▶ **Exercise aim**
Look through the data below. Collect every line where the word "Drive" occurs.

▶ **Input records**
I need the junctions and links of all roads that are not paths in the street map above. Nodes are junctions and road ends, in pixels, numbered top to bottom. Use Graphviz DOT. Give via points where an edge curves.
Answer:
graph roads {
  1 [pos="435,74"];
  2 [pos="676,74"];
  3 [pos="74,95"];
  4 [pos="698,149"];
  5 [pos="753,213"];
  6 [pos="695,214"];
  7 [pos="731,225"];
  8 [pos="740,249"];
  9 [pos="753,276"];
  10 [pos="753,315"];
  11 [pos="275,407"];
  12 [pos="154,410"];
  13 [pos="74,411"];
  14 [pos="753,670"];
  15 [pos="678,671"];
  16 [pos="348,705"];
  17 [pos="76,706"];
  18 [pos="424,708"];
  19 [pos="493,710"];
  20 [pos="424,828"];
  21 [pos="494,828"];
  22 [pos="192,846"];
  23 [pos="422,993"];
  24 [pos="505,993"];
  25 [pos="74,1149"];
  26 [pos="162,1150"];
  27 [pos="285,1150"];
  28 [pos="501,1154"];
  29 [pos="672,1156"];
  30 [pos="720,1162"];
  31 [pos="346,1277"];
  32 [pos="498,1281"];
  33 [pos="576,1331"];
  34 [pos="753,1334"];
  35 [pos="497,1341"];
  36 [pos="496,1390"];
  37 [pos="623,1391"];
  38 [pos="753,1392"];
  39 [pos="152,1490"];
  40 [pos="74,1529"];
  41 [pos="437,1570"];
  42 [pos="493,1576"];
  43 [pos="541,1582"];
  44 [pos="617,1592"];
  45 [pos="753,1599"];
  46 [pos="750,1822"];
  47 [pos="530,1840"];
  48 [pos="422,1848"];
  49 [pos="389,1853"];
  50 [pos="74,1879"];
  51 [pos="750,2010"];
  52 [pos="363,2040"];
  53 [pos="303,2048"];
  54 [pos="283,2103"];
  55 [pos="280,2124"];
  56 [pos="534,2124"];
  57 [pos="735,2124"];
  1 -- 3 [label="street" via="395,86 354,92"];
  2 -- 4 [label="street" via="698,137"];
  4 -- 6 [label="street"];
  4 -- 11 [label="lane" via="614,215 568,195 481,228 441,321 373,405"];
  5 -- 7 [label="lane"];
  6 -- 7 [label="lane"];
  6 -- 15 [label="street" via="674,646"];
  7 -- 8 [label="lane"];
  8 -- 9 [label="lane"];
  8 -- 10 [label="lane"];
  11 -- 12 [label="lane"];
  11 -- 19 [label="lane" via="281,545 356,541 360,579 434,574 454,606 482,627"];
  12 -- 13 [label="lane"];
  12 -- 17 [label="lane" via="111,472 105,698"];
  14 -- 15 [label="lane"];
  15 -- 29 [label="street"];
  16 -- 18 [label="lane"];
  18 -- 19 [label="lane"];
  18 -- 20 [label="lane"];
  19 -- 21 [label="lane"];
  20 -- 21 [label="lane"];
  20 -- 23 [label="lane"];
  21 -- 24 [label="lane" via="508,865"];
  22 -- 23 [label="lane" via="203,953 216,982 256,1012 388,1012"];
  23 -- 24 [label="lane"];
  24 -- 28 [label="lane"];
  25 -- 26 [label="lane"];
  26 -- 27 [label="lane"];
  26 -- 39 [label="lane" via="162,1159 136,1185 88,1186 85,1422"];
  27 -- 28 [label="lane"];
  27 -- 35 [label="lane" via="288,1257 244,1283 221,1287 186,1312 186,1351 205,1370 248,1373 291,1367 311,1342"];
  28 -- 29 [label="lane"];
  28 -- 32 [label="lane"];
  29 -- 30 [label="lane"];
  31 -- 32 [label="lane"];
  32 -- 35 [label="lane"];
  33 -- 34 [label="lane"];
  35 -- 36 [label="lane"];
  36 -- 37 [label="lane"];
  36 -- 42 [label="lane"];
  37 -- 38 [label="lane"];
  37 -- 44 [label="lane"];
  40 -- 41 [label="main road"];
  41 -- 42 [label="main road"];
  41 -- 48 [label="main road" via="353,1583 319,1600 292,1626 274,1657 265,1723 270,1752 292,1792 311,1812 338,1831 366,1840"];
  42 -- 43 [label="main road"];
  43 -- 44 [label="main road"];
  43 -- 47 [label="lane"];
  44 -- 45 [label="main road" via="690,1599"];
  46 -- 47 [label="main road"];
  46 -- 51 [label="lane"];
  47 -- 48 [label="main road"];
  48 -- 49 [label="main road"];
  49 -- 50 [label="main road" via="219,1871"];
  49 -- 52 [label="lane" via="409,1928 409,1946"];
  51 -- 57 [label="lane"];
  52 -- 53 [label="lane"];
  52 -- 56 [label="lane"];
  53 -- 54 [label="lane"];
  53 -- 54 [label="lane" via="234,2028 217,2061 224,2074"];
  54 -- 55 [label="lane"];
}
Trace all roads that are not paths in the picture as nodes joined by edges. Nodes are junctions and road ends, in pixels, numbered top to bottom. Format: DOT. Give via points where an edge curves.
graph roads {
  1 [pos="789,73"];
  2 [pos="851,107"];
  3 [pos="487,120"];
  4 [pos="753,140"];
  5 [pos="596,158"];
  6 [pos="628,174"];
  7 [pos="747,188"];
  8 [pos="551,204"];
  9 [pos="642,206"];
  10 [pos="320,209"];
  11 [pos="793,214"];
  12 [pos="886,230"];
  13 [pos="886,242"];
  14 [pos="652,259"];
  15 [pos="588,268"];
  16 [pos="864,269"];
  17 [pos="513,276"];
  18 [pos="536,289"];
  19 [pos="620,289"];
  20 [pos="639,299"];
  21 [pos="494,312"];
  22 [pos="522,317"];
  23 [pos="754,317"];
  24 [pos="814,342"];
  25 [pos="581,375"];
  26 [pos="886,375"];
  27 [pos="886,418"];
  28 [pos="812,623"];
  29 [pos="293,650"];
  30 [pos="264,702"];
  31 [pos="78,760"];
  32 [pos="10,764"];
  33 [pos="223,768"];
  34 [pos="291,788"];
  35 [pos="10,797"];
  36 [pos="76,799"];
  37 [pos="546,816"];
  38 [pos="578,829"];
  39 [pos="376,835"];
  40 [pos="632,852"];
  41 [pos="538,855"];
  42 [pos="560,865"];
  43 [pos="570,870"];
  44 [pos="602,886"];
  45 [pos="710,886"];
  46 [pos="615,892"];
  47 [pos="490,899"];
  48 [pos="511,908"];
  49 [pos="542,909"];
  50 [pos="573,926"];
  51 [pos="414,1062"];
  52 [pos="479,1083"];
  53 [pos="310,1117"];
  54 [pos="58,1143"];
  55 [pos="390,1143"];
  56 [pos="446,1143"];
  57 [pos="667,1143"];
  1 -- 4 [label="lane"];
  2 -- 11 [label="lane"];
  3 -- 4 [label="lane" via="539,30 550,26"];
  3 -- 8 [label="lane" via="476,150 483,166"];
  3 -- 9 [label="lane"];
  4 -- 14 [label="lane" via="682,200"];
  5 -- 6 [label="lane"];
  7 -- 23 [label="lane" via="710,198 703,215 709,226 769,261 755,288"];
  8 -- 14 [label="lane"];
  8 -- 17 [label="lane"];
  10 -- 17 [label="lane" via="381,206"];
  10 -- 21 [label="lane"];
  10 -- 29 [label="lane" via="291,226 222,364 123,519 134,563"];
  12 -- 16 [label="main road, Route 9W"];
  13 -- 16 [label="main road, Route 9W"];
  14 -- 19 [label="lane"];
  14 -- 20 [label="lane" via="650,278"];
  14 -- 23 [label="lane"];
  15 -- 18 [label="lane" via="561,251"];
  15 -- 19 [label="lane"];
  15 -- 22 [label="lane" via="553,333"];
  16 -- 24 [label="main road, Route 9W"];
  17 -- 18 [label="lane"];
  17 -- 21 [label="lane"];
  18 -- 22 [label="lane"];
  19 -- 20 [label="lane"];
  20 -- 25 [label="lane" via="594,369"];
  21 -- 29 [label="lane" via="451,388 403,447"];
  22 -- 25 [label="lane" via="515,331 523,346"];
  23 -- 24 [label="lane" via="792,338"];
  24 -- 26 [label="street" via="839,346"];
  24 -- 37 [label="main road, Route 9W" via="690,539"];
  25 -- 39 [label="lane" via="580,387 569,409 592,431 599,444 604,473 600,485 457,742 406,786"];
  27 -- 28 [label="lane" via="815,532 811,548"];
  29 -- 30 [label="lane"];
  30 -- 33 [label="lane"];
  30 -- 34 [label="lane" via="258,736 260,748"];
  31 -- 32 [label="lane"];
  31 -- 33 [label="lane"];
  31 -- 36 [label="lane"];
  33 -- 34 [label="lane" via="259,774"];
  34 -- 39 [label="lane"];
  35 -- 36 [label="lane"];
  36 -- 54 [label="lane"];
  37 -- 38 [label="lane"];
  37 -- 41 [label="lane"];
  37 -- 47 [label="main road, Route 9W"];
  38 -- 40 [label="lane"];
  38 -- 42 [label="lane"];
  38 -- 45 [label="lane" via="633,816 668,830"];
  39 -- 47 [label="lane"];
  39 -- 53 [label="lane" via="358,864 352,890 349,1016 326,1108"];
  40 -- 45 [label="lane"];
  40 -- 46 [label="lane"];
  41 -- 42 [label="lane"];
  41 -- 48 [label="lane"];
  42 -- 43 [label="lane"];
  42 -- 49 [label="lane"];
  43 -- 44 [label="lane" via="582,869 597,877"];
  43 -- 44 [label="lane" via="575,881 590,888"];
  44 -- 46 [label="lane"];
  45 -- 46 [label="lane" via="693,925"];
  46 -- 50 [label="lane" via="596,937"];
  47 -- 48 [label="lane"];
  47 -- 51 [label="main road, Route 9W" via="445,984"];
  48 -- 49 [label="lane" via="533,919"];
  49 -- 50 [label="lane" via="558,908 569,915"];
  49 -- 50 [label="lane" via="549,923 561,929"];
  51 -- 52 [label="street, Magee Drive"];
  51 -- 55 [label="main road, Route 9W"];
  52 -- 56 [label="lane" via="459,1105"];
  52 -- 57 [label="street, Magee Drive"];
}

▶ **Answer space**
  51 -- 52 [label="street, Magee Drive"];
  52 -- 57 [label="street, Magee Drive"];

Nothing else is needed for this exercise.